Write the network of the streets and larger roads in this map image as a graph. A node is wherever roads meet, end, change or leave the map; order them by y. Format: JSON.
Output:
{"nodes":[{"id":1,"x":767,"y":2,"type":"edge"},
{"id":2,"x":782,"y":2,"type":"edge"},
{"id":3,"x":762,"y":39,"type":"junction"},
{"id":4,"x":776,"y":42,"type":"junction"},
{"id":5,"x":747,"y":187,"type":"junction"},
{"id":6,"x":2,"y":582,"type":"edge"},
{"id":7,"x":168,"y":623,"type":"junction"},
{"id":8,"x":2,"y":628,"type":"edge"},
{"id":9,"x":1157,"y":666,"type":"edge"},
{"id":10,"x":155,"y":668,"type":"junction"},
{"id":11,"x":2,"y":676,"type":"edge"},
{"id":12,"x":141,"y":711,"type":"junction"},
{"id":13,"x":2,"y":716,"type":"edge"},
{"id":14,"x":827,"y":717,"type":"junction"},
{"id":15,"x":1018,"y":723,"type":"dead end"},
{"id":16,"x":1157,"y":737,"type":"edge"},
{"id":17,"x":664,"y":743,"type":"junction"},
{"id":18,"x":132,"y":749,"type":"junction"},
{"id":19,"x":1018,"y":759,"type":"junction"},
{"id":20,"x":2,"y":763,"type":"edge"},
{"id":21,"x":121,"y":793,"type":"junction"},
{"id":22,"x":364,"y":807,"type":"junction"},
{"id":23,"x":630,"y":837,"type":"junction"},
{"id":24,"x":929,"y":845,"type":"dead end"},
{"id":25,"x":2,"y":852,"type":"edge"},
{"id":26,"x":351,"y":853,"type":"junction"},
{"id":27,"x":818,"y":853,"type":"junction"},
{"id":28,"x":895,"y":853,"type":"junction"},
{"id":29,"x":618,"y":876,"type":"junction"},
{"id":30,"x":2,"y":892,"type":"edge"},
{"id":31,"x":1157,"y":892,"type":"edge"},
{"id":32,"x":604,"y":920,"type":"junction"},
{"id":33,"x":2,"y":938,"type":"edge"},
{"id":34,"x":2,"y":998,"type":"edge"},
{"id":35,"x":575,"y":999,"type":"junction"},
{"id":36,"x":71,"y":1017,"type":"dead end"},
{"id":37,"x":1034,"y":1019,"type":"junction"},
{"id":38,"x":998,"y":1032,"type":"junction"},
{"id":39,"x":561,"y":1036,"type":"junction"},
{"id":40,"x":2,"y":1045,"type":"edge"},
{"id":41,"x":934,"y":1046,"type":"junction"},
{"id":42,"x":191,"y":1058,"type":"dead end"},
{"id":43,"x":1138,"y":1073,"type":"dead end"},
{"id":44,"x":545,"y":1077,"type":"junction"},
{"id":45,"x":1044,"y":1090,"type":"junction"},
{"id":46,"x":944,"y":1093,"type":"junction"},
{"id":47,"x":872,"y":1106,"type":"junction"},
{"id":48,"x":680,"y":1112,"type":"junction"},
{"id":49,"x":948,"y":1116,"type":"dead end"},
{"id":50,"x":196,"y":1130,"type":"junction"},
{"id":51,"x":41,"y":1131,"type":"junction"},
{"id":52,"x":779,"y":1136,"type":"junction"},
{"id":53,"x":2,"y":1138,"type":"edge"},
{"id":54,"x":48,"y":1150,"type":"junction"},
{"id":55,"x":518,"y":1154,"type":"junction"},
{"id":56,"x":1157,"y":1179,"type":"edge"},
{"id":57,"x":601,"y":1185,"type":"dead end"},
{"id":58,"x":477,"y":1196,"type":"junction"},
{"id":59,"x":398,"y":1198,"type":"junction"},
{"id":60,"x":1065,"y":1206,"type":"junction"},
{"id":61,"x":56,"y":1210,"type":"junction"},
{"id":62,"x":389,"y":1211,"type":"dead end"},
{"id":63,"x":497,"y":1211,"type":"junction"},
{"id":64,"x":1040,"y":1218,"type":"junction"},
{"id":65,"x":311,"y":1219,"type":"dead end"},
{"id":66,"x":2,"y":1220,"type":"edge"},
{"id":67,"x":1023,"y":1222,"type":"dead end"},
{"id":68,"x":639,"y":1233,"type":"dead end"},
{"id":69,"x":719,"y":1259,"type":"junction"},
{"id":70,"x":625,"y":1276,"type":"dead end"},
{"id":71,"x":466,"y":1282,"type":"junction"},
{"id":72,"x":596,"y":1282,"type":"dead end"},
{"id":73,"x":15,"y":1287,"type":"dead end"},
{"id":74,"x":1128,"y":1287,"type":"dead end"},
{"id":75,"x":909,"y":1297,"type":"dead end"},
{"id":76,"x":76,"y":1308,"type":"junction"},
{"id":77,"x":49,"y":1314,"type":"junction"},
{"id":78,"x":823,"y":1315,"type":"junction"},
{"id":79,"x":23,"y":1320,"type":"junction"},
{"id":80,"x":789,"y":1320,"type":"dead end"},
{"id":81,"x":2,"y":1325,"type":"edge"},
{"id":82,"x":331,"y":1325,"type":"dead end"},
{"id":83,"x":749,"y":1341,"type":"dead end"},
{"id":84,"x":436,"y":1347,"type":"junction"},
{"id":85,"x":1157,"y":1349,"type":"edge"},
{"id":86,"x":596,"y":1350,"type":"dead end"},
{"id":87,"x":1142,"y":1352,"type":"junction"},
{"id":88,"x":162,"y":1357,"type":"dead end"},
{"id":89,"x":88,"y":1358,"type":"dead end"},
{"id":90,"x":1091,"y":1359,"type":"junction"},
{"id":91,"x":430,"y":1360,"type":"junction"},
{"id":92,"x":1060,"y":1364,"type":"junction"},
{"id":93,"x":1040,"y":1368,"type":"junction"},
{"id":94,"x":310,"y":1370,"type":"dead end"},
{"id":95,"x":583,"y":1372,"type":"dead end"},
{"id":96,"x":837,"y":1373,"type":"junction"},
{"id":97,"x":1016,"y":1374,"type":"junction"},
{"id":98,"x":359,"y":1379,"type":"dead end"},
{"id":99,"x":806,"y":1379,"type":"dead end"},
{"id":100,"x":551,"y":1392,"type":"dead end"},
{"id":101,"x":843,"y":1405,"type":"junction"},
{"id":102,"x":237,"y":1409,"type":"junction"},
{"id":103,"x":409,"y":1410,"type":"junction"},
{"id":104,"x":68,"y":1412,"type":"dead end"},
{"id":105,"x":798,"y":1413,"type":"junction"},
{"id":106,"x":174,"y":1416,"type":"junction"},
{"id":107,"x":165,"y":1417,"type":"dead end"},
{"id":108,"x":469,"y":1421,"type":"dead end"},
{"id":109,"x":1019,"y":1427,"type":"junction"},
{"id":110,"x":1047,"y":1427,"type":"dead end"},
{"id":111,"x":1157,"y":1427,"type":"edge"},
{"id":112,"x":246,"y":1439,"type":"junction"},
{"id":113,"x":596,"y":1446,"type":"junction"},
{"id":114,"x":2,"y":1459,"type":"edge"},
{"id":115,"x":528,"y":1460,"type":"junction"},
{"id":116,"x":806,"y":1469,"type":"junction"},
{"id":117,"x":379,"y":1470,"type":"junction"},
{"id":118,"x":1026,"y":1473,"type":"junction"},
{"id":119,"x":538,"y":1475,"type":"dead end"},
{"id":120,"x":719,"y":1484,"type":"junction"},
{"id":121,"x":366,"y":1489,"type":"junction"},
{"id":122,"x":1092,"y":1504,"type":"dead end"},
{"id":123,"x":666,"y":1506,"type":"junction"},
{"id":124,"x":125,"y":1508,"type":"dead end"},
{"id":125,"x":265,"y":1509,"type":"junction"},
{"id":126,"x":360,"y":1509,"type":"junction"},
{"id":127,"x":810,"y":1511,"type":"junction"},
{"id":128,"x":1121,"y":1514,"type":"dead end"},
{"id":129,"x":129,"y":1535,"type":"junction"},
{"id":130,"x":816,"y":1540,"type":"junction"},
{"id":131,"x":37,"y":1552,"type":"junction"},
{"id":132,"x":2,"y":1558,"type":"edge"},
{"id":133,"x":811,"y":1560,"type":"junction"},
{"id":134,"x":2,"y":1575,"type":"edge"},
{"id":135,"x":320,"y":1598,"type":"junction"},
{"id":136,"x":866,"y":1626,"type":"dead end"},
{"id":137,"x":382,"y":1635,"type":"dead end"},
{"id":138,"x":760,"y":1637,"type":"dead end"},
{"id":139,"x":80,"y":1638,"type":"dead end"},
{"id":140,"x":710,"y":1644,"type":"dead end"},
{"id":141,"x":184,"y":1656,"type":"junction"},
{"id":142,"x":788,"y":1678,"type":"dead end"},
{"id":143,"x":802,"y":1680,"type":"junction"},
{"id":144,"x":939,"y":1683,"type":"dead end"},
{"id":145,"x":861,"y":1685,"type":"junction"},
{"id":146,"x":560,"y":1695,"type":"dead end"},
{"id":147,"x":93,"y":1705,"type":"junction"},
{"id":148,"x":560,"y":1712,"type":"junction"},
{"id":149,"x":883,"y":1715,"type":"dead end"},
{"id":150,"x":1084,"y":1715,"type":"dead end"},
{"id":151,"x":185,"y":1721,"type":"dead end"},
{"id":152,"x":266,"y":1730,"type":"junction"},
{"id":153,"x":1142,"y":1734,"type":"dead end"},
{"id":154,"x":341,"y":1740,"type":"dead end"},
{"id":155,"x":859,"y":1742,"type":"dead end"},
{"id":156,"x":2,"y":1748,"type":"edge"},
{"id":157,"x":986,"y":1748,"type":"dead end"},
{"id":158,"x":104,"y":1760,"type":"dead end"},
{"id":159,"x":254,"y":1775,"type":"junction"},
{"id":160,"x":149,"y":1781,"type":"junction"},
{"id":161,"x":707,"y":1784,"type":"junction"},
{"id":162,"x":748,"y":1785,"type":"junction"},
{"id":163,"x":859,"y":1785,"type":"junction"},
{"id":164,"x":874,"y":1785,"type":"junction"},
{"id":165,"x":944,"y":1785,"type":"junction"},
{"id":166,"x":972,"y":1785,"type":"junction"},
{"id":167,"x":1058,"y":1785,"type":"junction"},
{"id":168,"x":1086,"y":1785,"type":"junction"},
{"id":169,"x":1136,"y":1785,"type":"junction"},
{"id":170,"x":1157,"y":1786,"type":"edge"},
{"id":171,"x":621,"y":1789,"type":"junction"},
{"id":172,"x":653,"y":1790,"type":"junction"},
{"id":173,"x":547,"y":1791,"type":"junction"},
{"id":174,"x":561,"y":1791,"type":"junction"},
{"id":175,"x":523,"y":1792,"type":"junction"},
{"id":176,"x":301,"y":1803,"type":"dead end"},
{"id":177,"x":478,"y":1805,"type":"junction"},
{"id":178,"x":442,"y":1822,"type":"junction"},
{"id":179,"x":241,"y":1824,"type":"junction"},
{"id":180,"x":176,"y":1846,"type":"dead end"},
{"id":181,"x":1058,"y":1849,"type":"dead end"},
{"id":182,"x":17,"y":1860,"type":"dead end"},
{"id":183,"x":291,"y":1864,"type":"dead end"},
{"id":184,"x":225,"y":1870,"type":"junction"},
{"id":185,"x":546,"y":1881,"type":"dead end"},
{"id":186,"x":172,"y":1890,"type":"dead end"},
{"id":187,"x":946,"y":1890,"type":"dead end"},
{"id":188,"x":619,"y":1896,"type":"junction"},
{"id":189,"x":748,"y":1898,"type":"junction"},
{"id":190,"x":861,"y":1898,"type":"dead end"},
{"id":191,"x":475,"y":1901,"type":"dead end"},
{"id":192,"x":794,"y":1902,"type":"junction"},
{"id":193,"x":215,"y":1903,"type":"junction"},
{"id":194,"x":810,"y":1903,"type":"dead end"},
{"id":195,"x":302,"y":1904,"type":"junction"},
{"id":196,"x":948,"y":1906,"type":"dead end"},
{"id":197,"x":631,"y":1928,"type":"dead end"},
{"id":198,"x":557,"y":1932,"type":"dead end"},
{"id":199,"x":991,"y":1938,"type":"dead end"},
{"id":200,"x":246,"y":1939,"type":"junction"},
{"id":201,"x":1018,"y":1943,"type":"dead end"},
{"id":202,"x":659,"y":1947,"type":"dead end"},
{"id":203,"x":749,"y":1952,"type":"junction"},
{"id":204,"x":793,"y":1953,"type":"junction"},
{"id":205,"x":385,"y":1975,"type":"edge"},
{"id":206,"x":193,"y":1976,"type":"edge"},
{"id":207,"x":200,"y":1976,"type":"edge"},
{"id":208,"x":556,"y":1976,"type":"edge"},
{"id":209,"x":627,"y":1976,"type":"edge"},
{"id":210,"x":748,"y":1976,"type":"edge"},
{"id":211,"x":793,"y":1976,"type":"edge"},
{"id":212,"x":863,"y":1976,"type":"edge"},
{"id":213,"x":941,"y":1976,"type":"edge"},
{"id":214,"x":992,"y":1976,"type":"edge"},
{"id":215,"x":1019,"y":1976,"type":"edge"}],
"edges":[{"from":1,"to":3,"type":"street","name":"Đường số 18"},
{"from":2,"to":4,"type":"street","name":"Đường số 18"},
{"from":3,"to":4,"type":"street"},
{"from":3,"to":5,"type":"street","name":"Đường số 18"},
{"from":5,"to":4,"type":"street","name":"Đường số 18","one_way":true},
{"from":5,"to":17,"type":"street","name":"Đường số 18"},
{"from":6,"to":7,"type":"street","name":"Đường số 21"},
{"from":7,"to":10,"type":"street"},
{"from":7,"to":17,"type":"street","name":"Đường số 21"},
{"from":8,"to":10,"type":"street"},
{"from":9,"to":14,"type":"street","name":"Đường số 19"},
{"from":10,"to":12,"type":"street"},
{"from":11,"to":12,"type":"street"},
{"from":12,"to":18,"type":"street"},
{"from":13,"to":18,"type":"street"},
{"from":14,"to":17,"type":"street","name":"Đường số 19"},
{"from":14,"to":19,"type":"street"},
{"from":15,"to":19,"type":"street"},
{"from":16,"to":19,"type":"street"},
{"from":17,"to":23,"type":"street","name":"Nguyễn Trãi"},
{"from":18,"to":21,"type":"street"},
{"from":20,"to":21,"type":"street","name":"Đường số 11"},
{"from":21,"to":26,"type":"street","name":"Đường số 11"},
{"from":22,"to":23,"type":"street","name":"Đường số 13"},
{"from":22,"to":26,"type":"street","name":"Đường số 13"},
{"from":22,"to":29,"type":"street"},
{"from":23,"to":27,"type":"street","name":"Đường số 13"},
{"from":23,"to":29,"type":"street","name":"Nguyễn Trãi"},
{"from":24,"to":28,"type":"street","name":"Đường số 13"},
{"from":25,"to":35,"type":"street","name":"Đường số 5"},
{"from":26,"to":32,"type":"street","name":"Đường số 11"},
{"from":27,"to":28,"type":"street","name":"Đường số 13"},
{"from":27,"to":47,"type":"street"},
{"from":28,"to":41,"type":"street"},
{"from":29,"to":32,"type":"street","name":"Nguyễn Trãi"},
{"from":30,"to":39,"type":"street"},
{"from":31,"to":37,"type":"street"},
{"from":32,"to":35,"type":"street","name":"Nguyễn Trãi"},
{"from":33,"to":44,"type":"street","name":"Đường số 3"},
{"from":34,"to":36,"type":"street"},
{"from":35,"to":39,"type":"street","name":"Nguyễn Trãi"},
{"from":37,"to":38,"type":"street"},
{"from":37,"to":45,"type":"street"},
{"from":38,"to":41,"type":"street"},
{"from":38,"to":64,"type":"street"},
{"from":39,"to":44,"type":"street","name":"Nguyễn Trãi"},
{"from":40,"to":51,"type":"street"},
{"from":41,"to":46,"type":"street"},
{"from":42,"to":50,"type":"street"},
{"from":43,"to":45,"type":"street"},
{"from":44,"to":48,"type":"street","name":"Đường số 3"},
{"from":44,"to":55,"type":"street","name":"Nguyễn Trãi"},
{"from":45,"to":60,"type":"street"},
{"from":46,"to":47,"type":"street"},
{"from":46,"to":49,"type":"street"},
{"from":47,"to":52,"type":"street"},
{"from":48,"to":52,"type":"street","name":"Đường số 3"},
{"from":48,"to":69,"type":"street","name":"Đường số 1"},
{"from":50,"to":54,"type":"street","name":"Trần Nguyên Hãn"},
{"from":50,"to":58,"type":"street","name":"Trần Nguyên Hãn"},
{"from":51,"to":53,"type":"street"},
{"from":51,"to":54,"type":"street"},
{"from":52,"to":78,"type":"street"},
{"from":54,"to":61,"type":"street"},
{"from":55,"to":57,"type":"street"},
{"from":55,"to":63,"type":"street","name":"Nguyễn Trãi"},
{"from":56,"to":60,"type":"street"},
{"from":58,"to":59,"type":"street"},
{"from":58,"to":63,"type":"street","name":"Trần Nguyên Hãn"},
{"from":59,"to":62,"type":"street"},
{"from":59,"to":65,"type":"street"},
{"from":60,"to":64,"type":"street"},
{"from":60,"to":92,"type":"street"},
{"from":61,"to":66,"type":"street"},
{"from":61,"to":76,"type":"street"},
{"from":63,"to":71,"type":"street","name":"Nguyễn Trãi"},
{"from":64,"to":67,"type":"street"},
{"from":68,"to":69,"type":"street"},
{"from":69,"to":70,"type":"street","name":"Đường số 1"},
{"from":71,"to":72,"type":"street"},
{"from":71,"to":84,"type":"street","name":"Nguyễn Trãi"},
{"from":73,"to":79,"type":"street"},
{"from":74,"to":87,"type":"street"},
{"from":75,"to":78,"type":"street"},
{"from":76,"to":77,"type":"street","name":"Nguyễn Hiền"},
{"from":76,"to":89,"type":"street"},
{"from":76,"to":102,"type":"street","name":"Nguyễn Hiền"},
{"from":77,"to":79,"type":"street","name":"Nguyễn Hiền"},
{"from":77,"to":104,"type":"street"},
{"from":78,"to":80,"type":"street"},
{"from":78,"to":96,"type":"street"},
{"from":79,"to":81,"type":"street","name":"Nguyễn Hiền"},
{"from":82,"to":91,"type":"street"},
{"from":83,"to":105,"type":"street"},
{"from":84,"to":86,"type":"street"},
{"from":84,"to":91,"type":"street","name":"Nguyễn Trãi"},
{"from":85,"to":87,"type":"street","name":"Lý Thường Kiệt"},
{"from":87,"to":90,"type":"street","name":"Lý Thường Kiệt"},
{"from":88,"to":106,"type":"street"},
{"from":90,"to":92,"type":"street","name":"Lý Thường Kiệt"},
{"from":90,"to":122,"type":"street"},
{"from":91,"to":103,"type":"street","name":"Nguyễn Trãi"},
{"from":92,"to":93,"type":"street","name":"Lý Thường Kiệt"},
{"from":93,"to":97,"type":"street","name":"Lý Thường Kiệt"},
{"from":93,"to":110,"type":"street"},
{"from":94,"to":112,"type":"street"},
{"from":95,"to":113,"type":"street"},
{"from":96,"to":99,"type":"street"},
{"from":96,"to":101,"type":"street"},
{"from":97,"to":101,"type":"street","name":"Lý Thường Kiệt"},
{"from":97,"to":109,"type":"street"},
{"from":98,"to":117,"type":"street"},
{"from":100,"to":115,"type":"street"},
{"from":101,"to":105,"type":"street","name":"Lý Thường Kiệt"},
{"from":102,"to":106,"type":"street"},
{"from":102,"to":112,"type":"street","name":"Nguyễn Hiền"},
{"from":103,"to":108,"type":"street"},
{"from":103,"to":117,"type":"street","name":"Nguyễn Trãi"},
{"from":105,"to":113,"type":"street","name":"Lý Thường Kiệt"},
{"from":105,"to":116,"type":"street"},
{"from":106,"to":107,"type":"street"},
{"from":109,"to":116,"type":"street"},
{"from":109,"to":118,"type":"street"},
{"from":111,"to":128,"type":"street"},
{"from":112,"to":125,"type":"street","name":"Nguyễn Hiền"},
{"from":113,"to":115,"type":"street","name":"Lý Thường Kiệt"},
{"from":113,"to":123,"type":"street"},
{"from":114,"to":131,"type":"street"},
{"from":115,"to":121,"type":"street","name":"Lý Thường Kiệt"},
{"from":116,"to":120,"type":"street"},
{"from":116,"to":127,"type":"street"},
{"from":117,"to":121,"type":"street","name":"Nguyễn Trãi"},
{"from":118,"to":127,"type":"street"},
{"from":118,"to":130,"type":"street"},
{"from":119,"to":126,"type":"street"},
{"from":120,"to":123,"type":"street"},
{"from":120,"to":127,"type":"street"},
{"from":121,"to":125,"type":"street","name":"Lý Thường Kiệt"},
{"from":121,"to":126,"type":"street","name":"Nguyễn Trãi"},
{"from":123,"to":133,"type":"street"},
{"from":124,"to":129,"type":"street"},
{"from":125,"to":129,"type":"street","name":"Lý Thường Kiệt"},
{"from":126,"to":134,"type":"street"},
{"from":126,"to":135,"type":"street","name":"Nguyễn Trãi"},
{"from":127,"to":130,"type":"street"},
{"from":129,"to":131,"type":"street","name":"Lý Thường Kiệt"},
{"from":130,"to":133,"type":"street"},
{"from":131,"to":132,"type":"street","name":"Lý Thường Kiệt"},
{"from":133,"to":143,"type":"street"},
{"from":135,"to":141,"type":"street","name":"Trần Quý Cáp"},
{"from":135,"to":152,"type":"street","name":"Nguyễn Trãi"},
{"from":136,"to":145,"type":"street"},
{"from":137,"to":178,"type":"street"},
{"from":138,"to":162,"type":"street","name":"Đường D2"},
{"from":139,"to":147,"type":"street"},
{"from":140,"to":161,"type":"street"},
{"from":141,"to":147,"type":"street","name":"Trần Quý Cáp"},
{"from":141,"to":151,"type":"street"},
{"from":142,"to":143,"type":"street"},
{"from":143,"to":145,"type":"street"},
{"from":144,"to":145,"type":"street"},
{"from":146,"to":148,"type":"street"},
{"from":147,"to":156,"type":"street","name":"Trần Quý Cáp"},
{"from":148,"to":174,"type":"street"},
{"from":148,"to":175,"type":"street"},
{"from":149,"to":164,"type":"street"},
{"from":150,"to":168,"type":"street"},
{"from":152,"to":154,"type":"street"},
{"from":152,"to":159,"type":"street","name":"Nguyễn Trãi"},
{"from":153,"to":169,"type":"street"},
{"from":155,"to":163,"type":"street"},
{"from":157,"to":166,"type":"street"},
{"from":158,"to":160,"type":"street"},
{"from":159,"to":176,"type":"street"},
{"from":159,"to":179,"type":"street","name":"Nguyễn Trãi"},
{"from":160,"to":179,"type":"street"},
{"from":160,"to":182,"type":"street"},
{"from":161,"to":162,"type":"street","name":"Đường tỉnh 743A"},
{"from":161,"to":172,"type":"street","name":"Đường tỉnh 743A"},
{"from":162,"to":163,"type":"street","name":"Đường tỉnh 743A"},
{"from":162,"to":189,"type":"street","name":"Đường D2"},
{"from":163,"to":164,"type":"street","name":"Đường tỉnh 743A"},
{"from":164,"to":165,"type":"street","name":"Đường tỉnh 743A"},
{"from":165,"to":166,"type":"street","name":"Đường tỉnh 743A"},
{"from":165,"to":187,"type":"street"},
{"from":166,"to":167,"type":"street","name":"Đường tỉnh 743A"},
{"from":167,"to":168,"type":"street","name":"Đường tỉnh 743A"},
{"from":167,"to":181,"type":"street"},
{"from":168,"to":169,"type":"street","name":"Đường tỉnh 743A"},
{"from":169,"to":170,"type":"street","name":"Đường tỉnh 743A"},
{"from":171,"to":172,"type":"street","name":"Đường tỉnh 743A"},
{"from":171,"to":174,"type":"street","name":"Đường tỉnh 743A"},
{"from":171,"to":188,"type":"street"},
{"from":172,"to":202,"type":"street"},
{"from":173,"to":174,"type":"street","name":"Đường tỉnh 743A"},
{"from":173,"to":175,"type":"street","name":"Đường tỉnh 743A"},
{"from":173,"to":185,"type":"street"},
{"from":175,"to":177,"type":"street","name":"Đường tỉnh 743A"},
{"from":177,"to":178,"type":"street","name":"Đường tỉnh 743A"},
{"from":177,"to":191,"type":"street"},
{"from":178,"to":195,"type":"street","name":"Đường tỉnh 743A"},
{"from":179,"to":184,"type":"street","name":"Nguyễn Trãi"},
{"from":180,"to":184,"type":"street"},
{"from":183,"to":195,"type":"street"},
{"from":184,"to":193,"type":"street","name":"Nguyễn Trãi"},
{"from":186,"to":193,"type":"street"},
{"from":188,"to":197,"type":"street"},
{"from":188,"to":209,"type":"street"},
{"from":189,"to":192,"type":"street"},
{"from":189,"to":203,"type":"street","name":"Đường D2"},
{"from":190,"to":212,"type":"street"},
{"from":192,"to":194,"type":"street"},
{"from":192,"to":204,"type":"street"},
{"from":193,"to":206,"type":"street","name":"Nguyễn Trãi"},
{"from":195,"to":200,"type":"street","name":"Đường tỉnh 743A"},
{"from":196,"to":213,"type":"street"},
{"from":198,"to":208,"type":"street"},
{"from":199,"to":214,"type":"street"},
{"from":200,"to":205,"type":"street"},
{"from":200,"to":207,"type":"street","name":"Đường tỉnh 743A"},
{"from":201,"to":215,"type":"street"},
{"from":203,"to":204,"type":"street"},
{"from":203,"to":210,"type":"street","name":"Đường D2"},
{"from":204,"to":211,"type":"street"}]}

- - - -

EXERCISE DIRECTIONS: From the data above, copy each line that holds "Trần".

RESPONSE AREA:
{"from":50,"to":54,"type":"street","name":"Trần Nguyên Hãn"},
{"from":50,"to":58,"type":"street","name":"Trần Nguyên Hãn"},
{"from":58,"to":63,"type":"street","name":"Trần Nguyên Hãn"},
{"from":135,"to":141,"type":"street","name":"Trần Quý Cáp"},
{"from":141,"to":147,"type":"street","name":"Trần Quý Cáp"},
{"from":147,"to":156,"type":"street","name":"Trần Quý Cáp"},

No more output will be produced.